Ball’s opponent, Rep. Richard Bradstreet, R-Vassalboro, said early childhood education is vital to a person’s success.
“What we need to do is not just talk about funding it. We need targeted funding and to do it in a strategic nature, instead of saying we have to put a lot of money into this,” Bradstreet said.
Chloe Maxmin, D-Nobleboro, is running for House District 88: Jefferson, part of Nobleboro, and Whitefield in Lincoln County, plus Chelsea in Kennebec County.
Maxmin said that nationally, only one in three children ages 3-5 is eligible for Head Start because of a lack of funding.
“We need to strengthen and prioritize funding – make sure money gets to the places it needs to go,” Maxmin said.
Michael Lemelin, R-Chelsea, who is running for the GOP because incumbent Deborah Sanderson, R-Chelsea, is term-limited, said there are not enough tools and resources to address access to early education opportunities.
“What we need to do is make sure schools are properly structured. Every single child has a right to a good education and that is not being done,” Lemelin said.
The first question of the forum was from Christopher Johnson, a former state senator and current first selectman in Somerville.
Johnson asked the candidates for their thoughts regarding education funding, specifically Maine’s 2004 vote that requires the state to fund 55 percent of public education.
Bradstreet said he supports the gist of the law, with the caveat that the state’s education formula needs changes.
“The education formula favors schools in the southern part of the state, where towns are financially better off, and rural Maine is getting the short end of the stick. Yes, I support (55 percent), but it is not always as simple as it seems. It is a goal we should pursue,” Bradstreet said.
Ball said he supports funding schools at 55 percent but agreed with Bradstreet regarding the need to re-examine the funding formula.
“We need to look at the formula, look at the tax structure. The current tax structure does not support fair distribution across state school districts,” Ball said.
Maxmin said the state’s inability to fund public education at a rate of 55 percent leads to high property taxes in rural areas, and small towns need to be treated equitably when it comes to school funding.

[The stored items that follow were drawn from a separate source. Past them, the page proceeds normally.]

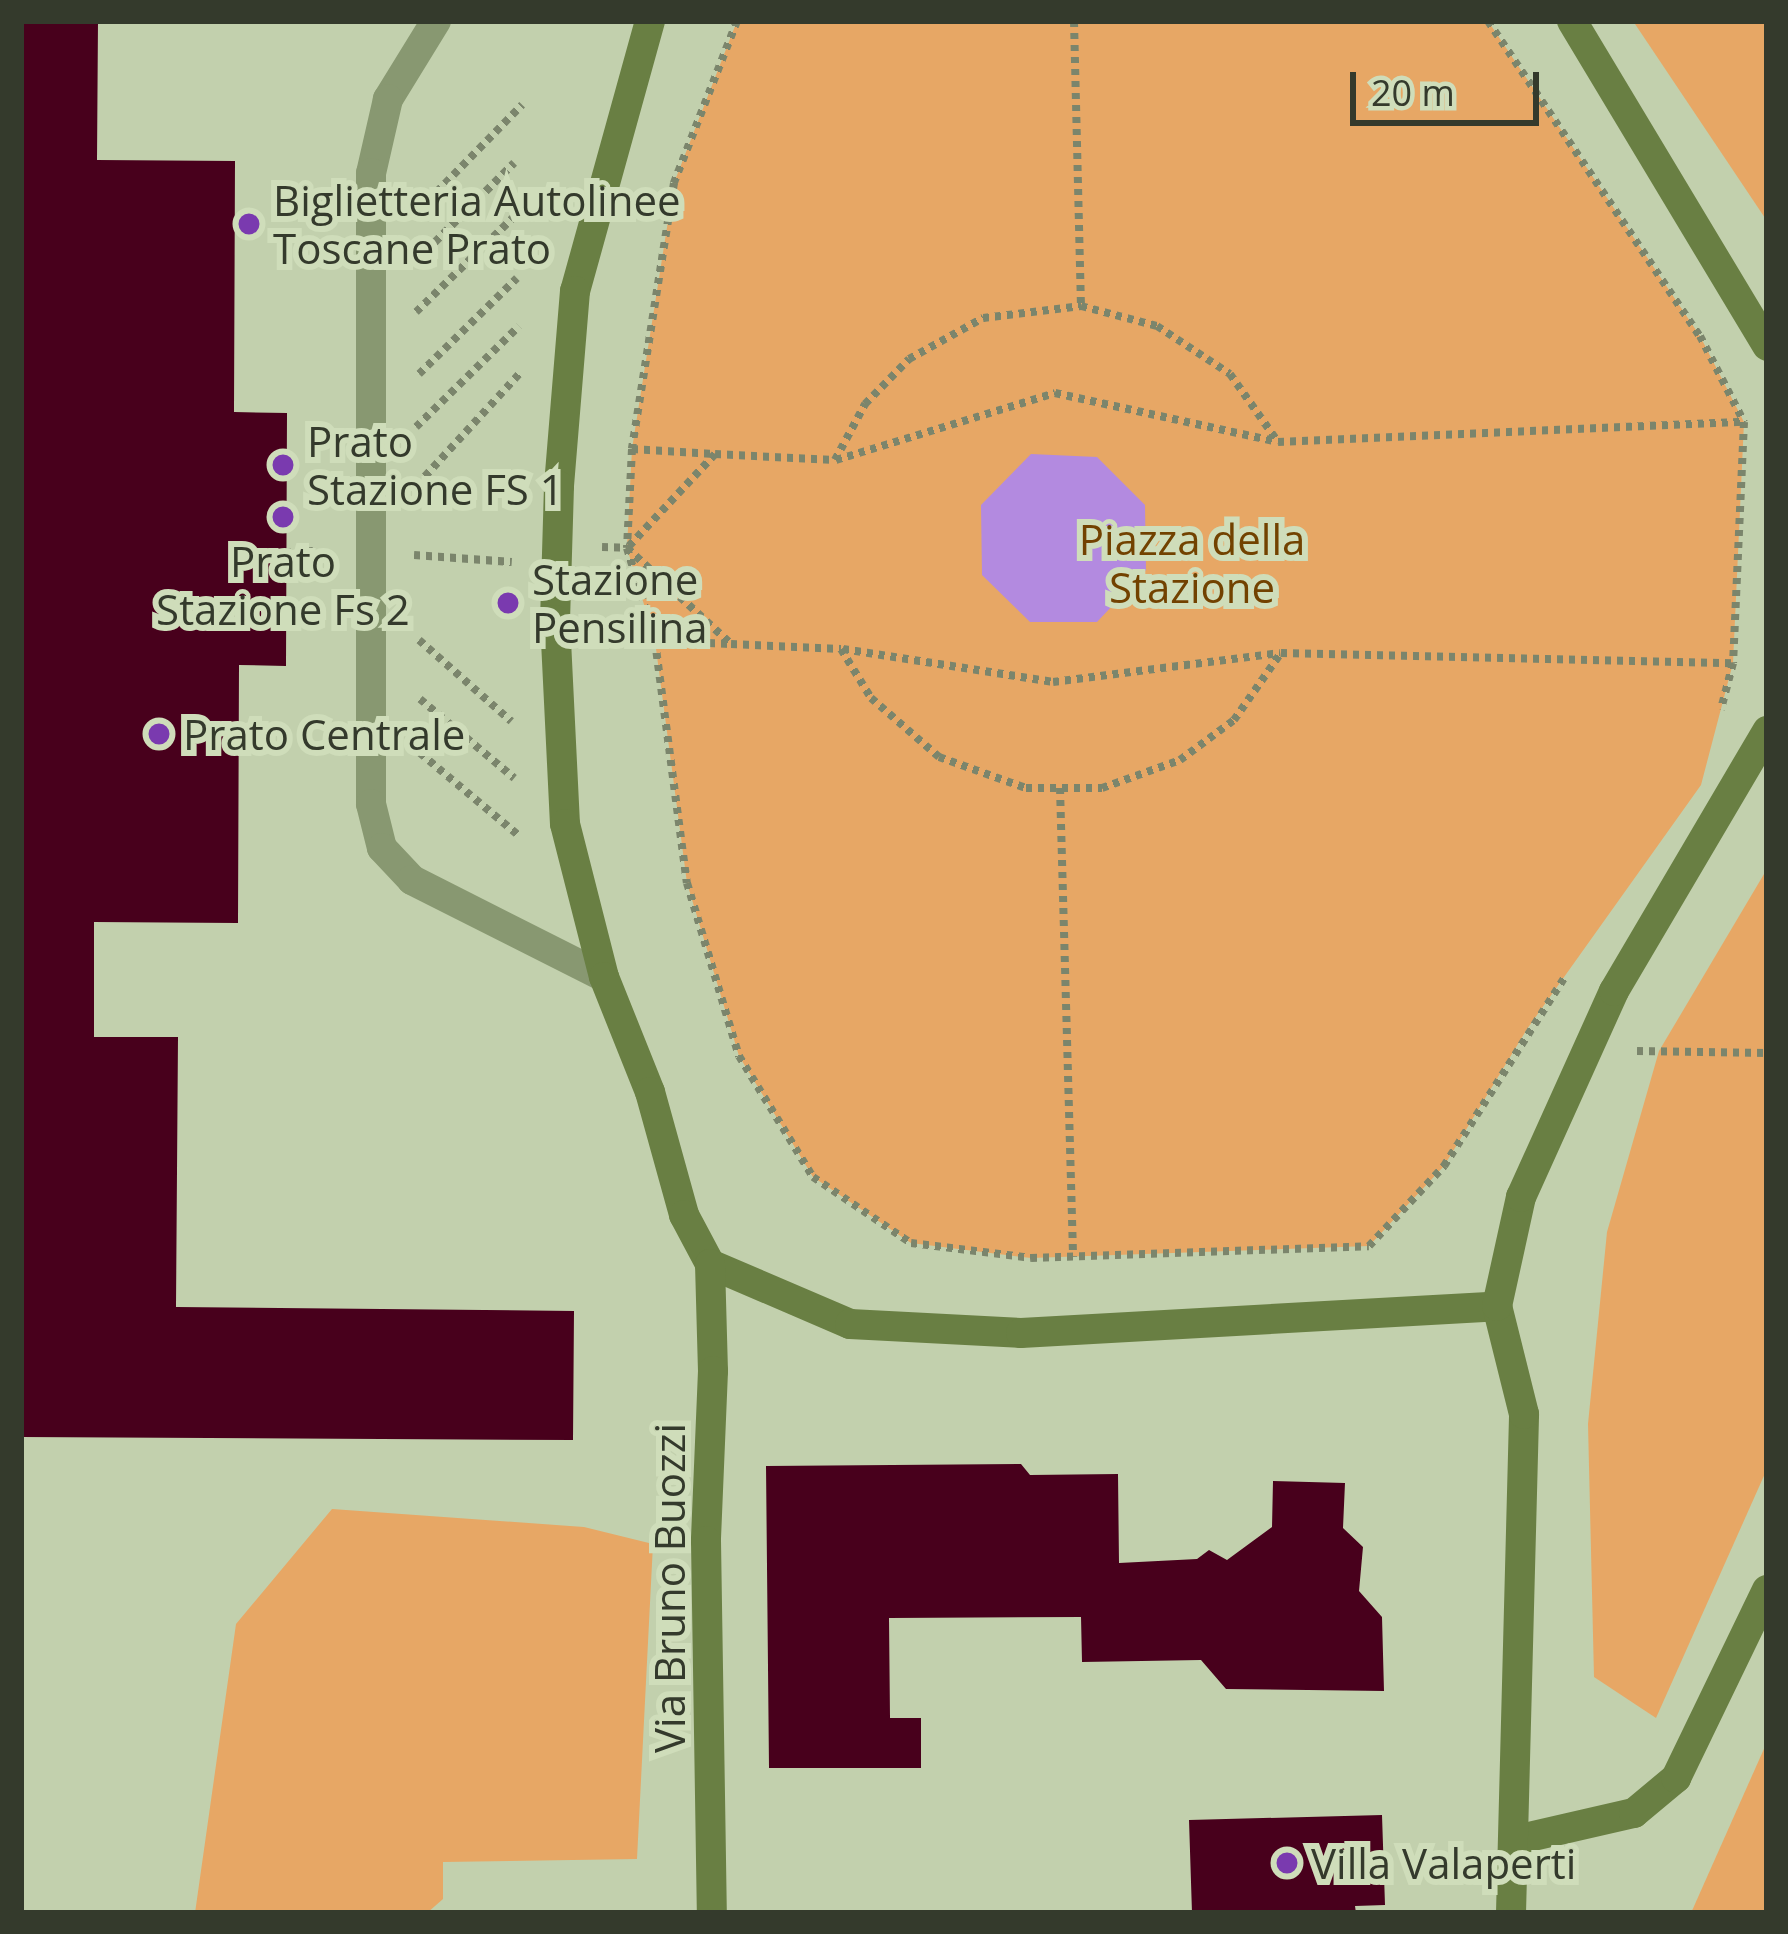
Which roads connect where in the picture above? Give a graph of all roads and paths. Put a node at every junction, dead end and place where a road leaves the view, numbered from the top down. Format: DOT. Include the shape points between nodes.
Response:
graph roads {
  1 [pos="436,21"];
  2 [pos="650,21"];
  3 [pos="736,21"];
  4 [pos="1074,21"];
  5 [pos="1488,21"];
  6 [pos="1572,21"];
  7 [pos="522,105"];
  8 [pos="514,164"];
  9 [pos="415,191"];
  10 [pos="522,208"];
  11 [pos="416,238"];
  12 [pos="417,260"];
  13 [pos="416,278"];
  14 [pos="517,278"];
  15 [pos="416,296"];
  16 [pos="1081,306"];
  17 [pos="415,313"];
  18 [pos="519,326"];
  19 [pos="415,335"];
  20 [pos="1767,346"];
  21 [pos="414,357"];
  22 [pos="523,370"];
  23 [pos="412,415"];
  24 [pos="1744,422"];
  25 [pos="1278,442"];
  26 [pos="632,449"];
  27 [pos="715,454"];
  28 [pos="835,460"];
  29 [pos="411,471"];
  30 [pos="411,533"];
  31 [pos="513,539"];
  32 [pos="628,548"];
  33 [pos="313,551"];
  34 [pos="285,553"];
  35 [pos="413,635"];
  36 [pos="556,636"];
  37 [pos="655,641"];
  38 [pos="731,644"];
  39 [pos="841,649"];
  40 [pos="1281,653"];
  41 [pos="1733,663"];
  42 [pos="414,694"];
  43 [pos="1717,724"];
  44 [pos="1767,731"];
  45 [pos="526,734"];
  46 [pos="414,748"];
  47 [pos="524,787"];
  48 [pos="1060,788"];
  49 [pos="518,836"];
  50 [pos="1567,973"];
  51 [pos="604,977"];
  52 [pos="1073,1257"];
  53 [pos="710,1264"];
  54 [pos="1497,1306"];
  55 [pos="1767,1590"];
  56 [pos="1516,1840"];
  57 [pos="712,1913"];
  58 [pos="1511,1913"];
  1 -- 51 [label="lane" via="388,99 371,173 371,804 382,848 412,880"];
  2 -- 36 [label="street" via="575,291"];
  3 -- 26 [label="path" via="674,183"];
  4 -- 16 [label="path"];
  5 -- 24 [label="path" via="1700,336"];
  6 -- 20 [label="street"];
  7 -- 9 [label="path" via="415,214"];
  8 -- 12 [label="path"];
  10 -- 17 [label="path"];
  11 -- 12 [label="path"];
  12 -- 13 [label="path"];
  14 -- 21 [label="path" via="414,379"];
  15 -- 17 [label="path"];
  16 -- 25 [label="path" via="1157,326 1230,374"];
  16 -- 28 [label="path" via="983,318 909,359 866,404"];
  17 -- 19 [label="path"];
  18 -- 23 [label="path" via="411,432"];
  22 -- 29 [label="path" via="412,490"];
  24 -- 25 [label="path"];
  24 -- 41 [label="path"];
  25 -- 28 [label="path" via="1054,393"];
  26 -- 27 [label="path"];
  26 -- 32 [label="path"];
  27 -- 28 [label="path"];
  27 -- 32 [label="path"];
  30 -- 31 [label="path" via="410,555 513,562"];
  32 -- 37 [label="path"];
  32 -- 38 [label="path"];
  33 -- 34 [label="path"];
  35 -- 45 [label="path"];
  36 -- 37 [label="path"];
  36 -- 51 [label="street" via="565,824"];
  37 -- 38 [label="path"];
  37 -- 52 [label="path" via="687,883 739,1056 813,1178 911,1243"];
  38 -- 39 [label="path"];
  39 -- 40 [label="path" via="1053,682"];
  39 -- 48 [label="path" via="871,698 939,757 1026,788"];
  40 -- 41 [label="path"];
  40 -- 48 [label="path" via="1234,720 1180,760 1102,788"];
  41 -- 43 [label="path"];
  42 -- 47 [label="path"];
  44 -- 54 [label="street" via="1614,991 1521,1197"];
  46 -- 49 [label="path"];
  48 -- 52 [label="path"];
  50 -- 52 [label="path" via="1444,1166 1370,1246"];
  51 -- 53 [label="street" via="650,1092 684,1215"];
  53 -- 54 [label="street" via="850,1324 1021,1333"];
  53 -- 57 [label="street, Via Bruno Buozzi"];
  54 -- 56 [label="street" via="1524,1414"];
  55 -- 56 [label="street" via="1676,1778 1634,1813"];
  56 -- 58 [label="street"];
}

“Yes, I think we should fund 55 percent of our public schools budget. This plays into the larger theme of our government not respecting the will of the voters,” Maxmin said.
Lemelin said that although he is in favor of meeting the state’s obligation to fund public schools, the issue is a complex one. He compared the 2004 referendum to more recent laws passed as a result of citizen’s initiatives, some of which he believes were not constitutional.
“This is a more-than-meets-the-eye problem. Referendums are not always worded properly and people could end up voting for something that actually hurts them,” Lemelin said.
Evangelos said he supports funding public education at 55 percent and said the original vote to fund education at this level passed with a margin of 55 percent in 2004.
“A variety of administrations and legislatures have refused to comply with the will of the people. We have cut taxes on the wealthiest people and forced taxes to go up on the weakest people and the elderly. The state ended the year with a surplus and there is a growing problem with revenue sharing. We aren’t meeting that obligation either,” Evangelos said.
“The tax code has been tweaked several times in a more regressive fashion. Tax cuts for the wealthy has not been an effective strategy,” Evangelos said.
Simmons expressed support for reworking the funding formula to benefit rural districts.
“It’s not fair to people up here that Southern Maine is taking the lion’s share of the funding. They have such a big budget down there, it’s running rampant and it’s very frustrating,” Simmons said.
Other topics discussed at the forum included how to attract good jobs to Maine and the impacts of climate change on the Midcoast.
The Lincoln County News will host its final candidates forum of 2018 in the cafeteria at Great Salt Bay Community School in Damariscotta from 6-7:30 p.m., Thursday, Oct. 18.